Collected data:
··········

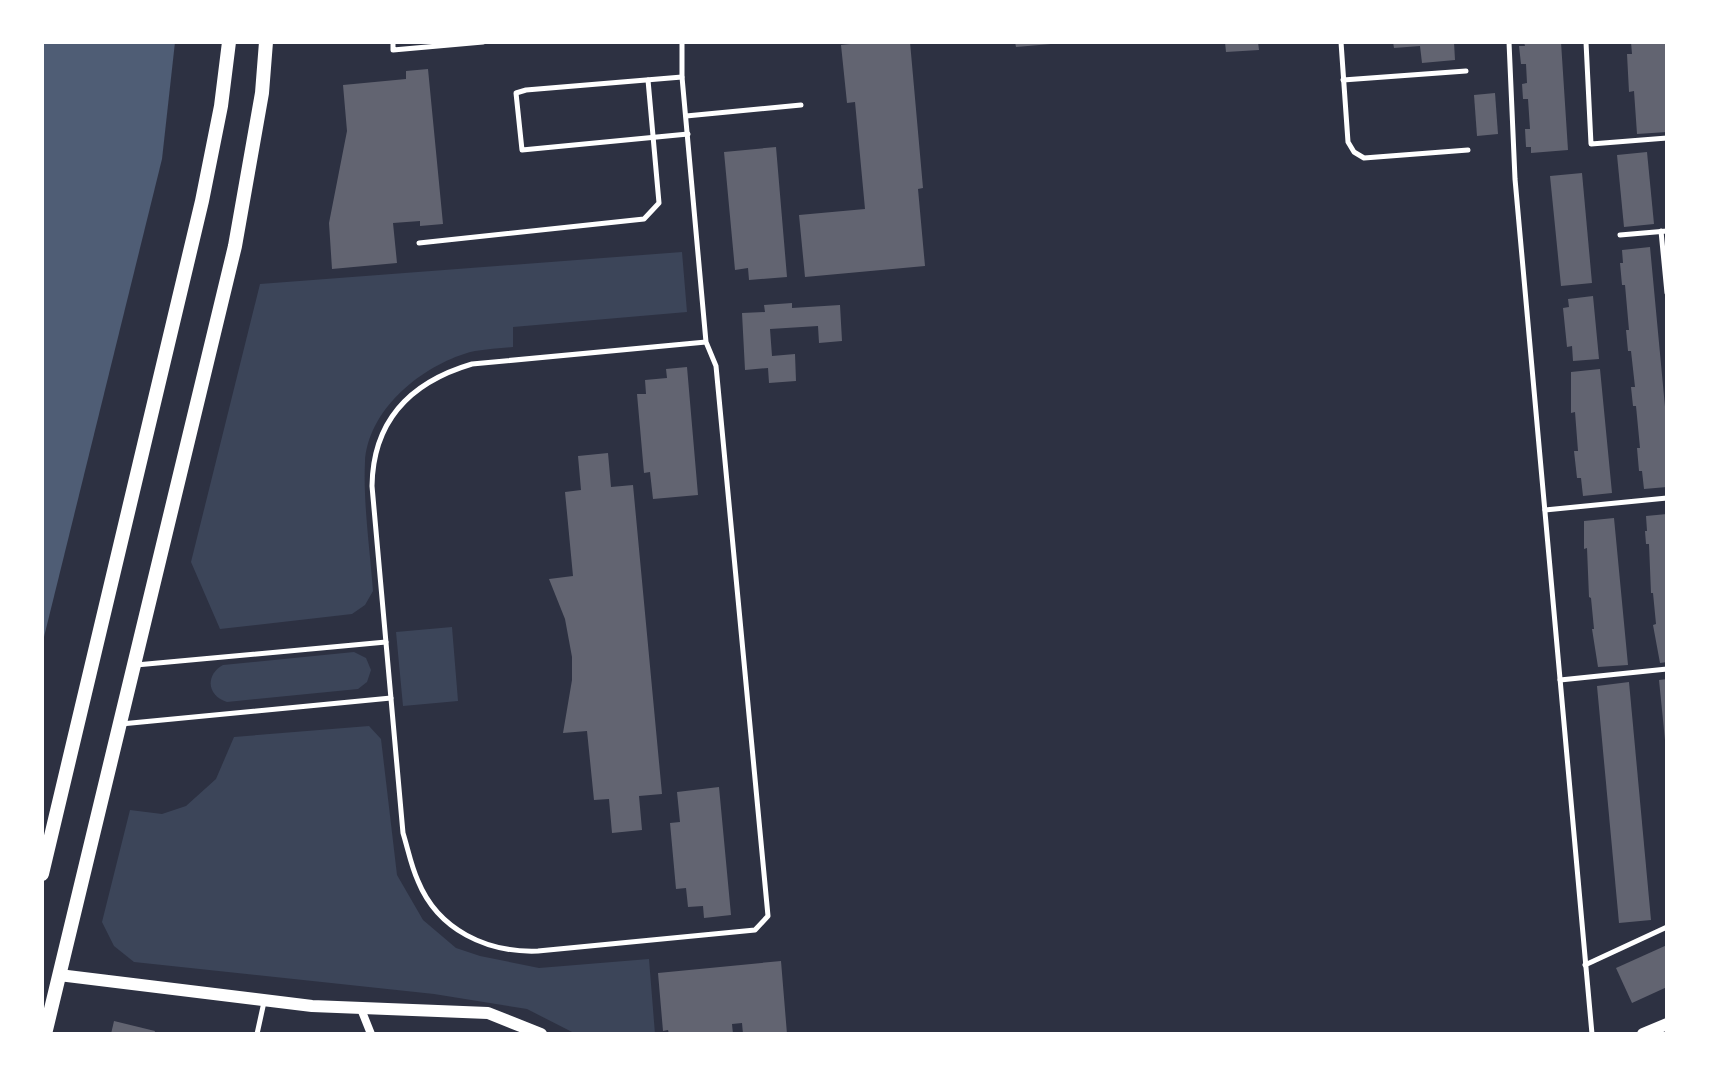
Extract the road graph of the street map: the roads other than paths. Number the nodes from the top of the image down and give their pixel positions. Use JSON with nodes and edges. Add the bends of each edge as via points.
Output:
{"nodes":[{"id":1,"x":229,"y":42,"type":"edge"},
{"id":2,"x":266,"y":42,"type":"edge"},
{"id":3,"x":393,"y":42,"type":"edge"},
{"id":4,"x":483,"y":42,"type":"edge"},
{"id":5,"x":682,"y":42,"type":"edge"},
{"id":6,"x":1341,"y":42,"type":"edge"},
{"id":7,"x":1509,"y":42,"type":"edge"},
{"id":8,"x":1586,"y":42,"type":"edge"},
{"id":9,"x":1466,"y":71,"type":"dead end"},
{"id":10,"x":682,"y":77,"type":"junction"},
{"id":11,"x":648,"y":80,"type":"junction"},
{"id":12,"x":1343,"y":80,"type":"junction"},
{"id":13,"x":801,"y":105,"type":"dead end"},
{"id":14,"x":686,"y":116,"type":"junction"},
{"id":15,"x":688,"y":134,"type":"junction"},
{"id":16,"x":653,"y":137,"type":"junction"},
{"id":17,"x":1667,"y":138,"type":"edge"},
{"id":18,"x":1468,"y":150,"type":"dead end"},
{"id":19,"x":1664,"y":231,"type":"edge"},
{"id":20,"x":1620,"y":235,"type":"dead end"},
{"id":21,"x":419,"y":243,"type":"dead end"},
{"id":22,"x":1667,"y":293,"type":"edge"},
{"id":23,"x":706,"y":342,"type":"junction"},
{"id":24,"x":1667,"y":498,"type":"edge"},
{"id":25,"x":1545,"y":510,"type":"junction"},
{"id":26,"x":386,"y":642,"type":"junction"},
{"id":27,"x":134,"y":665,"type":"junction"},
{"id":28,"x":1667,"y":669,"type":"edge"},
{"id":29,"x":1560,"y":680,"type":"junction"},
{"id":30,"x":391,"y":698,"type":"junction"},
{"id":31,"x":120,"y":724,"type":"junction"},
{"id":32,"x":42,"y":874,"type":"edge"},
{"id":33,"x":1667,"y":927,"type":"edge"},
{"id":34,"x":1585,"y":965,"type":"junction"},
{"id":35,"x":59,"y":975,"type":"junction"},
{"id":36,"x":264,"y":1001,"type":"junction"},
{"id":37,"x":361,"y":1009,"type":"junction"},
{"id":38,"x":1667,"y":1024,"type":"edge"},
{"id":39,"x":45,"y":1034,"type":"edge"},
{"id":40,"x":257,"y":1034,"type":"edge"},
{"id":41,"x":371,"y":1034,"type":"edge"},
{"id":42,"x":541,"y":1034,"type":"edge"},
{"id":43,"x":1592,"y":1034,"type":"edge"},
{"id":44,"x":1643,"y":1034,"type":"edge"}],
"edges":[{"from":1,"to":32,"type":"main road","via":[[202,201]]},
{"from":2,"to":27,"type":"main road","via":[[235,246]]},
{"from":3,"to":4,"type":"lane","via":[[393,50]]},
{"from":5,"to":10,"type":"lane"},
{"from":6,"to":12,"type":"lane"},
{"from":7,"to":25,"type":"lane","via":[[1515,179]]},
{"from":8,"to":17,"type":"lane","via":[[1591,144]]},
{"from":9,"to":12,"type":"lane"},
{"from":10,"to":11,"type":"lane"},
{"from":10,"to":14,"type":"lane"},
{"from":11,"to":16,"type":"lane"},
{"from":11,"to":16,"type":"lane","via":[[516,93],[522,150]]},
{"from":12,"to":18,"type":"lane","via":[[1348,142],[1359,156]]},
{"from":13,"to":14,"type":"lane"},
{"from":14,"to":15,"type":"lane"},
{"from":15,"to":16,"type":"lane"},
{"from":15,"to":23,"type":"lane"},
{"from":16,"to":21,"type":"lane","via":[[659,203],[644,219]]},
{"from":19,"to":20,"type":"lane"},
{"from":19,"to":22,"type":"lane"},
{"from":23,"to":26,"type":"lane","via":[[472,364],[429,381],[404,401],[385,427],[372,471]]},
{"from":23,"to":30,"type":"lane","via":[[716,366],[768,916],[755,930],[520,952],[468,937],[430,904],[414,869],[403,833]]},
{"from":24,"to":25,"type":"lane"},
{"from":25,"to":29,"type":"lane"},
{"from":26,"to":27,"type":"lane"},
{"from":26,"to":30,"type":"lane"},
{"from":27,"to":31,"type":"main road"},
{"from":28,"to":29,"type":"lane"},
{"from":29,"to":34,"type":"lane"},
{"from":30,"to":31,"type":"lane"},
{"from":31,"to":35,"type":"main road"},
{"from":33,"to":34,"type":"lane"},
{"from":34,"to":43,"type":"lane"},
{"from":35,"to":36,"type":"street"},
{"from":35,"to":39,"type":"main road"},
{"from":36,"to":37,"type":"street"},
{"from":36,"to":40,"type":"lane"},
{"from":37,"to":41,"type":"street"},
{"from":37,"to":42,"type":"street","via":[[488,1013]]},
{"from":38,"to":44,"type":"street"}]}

··········

» **Problem details**:
In the entries above, count each line containing the word "edges" and reply with only the count.

» **Your solution**:
2